(Data records Opens)
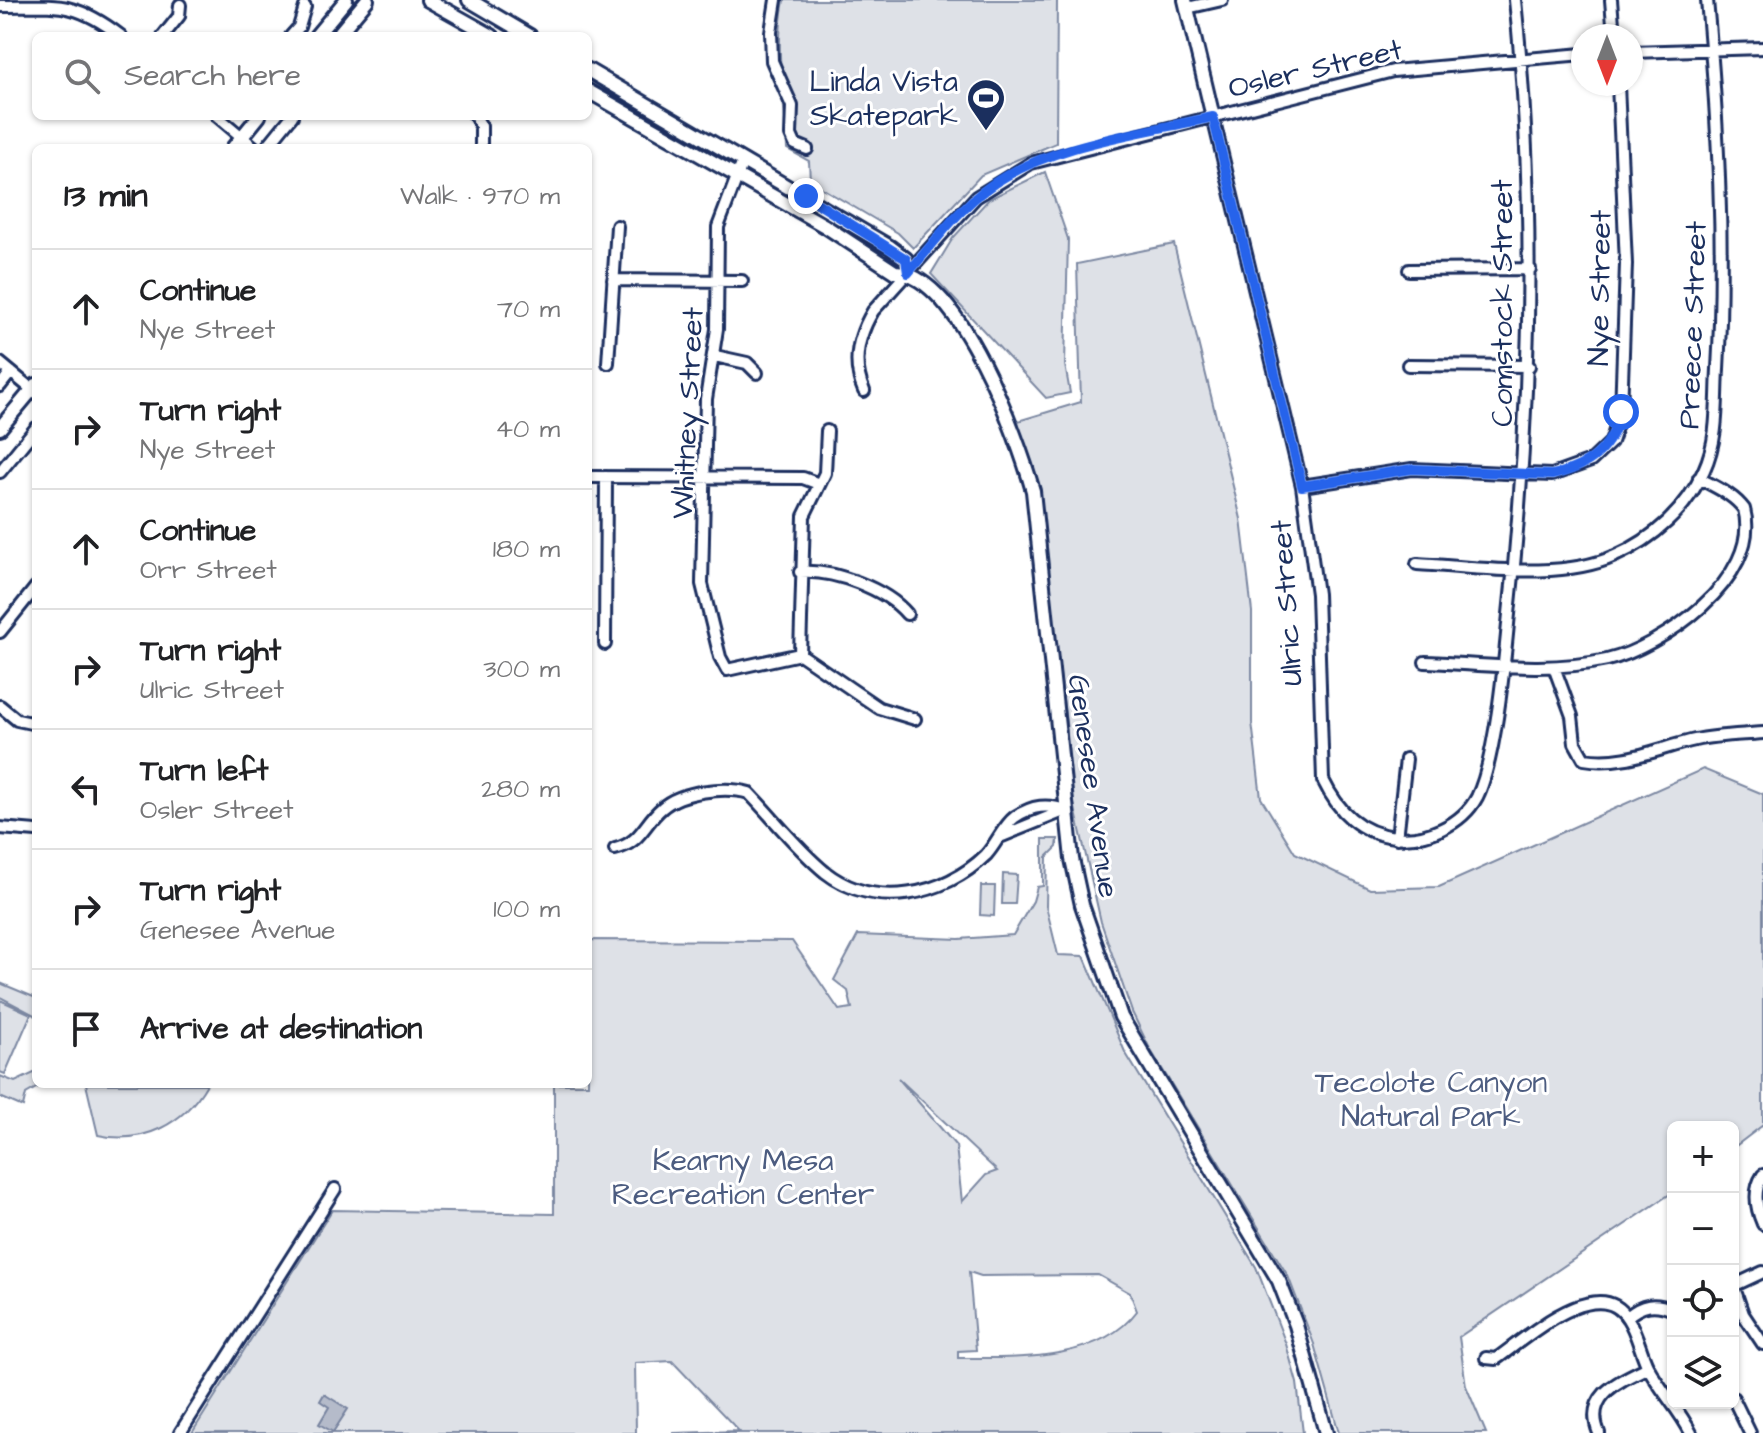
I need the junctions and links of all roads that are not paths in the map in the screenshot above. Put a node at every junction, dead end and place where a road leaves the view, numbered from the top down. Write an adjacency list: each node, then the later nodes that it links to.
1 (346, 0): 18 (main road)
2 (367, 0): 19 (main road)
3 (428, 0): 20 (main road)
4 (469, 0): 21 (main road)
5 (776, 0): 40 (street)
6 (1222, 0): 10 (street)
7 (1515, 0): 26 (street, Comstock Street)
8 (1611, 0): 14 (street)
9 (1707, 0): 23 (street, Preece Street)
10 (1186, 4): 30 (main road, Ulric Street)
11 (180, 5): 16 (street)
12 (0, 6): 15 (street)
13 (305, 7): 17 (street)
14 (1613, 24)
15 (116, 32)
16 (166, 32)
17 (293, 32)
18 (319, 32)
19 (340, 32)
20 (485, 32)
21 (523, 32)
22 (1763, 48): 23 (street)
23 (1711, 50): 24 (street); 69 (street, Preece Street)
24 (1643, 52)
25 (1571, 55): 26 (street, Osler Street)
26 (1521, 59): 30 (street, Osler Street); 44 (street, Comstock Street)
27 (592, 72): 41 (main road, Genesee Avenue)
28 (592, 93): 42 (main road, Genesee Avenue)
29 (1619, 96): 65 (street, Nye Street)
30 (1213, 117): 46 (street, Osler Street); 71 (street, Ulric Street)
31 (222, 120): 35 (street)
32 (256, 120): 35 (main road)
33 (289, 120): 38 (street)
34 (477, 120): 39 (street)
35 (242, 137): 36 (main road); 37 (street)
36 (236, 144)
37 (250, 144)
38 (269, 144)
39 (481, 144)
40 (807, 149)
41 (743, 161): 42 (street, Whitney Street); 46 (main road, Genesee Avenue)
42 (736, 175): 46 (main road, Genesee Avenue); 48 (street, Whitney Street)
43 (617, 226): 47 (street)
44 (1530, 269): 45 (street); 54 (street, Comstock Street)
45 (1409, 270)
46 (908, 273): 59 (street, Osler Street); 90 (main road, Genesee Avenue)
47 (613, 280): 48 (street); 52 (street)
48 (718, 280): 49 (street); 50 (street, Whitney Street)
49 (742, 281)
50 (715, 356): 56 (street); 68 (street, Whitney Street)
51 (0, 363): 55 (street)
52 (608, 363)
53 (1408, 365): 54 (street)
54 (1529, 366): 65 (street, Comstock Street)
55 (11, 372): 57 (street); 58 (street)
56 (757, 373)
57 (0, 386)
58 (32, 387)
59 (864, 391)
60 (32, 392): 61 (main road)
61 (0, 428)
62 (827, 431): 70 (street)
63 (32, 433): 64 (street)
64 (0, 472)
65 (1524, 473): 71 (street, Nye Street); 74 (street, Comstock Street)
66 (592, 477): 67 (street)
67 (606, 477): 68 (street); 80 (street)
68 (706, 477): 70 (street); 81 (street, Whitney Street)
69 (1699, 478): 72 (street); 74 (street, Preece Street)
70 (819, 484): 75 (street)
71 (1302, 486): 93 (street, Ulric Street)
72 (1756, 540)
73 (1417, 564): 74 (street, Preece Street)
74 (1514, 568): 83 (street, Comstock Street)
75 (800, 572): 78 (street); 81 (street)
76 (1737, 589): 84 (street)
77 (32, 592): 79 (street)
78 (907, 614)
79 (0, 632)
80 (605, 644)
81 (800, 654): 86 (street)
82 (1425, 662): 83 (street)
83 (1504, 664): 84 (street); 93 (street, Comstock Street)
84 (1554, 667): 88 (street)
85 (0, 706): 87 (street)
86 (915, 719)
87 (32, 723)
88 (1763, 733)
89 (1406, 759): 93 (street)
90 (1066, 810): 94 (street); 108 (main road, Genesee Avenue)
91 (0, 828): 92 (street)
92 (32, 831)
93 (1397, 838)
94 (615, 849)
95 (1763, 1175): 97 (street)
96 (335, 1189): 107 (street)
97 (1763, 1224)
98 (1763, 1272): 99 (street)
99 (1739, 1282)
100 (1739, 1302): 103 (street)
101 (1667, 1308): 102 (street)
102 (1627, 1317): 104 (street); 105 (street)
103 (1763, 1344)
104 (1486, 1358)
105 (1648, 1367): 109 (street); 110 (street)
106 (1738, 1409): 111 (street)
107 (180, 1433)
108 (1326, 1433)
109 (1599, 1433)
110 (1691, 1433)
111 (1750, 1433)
(Data records Closes)
(Data records Opens)
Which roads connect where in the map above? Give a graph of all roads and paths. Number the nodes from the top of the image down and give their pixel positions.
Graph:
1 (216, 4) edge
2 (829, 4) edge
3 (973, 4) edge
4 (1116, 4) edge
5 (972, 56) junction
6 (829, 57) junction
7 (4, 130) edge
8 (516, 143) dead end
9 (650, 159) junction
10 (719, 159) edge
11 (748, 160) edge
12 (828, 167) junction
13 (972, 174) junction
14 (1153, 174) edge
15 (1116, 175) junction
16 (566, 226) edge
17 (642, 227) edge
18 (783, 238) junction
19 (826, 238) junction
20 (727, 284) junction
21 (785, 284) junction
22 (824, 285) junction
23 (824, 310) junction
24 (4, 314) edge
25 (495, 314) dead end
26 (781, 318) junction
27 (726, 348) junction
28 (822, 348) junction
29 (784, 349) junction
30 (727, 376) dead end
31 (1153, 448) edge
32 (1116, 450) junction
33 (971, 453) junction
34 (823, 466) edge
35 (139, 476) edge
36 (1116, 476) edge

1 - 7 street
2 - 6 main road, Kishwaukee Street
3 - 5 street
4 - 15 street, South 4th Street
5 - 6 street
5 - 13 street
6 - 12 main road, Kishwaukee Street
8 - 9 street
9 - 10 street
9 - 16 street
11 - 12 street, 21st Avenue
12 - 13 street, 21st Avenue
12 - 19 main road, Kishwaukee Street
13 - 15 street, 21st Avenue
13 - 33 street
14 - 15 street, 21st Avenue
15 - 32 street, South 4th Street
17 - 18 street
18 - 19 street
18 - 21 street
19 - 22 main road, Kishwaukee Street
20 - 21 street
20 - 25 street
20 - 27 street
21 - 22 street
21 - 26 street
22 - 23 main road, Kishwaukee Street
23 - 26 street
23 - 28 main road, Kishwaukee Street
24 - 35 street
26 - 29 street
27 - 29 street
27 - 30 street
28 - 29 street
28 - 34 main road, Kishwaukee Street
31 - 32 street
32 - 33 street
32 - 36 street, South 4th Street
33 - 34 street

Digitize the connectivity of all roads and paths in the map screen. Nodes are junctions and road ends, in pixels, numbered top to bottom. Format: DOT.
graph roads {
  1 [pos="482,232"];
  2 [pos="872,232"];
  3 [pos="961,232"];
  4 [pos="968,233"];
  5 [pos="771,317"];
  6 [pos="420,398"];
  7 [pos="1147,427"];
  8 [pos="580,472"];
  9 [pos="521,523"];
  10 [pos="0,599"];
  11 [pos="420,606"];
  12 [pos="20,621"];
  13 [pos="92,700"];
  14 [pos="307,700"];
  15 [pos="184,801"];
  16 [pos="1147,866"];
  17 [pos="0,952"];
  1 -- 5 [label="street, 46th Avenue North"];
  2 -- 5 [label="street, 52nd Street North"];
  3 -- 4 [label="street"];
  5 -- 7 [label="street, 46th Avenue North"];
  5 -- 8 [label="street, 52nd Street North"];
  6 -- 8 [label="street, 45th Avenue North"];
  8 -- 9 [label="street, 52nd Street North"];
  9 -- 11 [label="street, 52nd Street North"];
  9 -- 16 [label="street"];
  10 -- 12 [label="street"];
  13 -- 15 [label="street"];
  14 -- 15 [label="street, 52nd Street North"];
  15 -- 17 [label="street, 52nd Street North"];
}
(Data records Closes)
Activity ::
Reply with one number, the count of lines in the data that contain "where".

Worked solution ::
2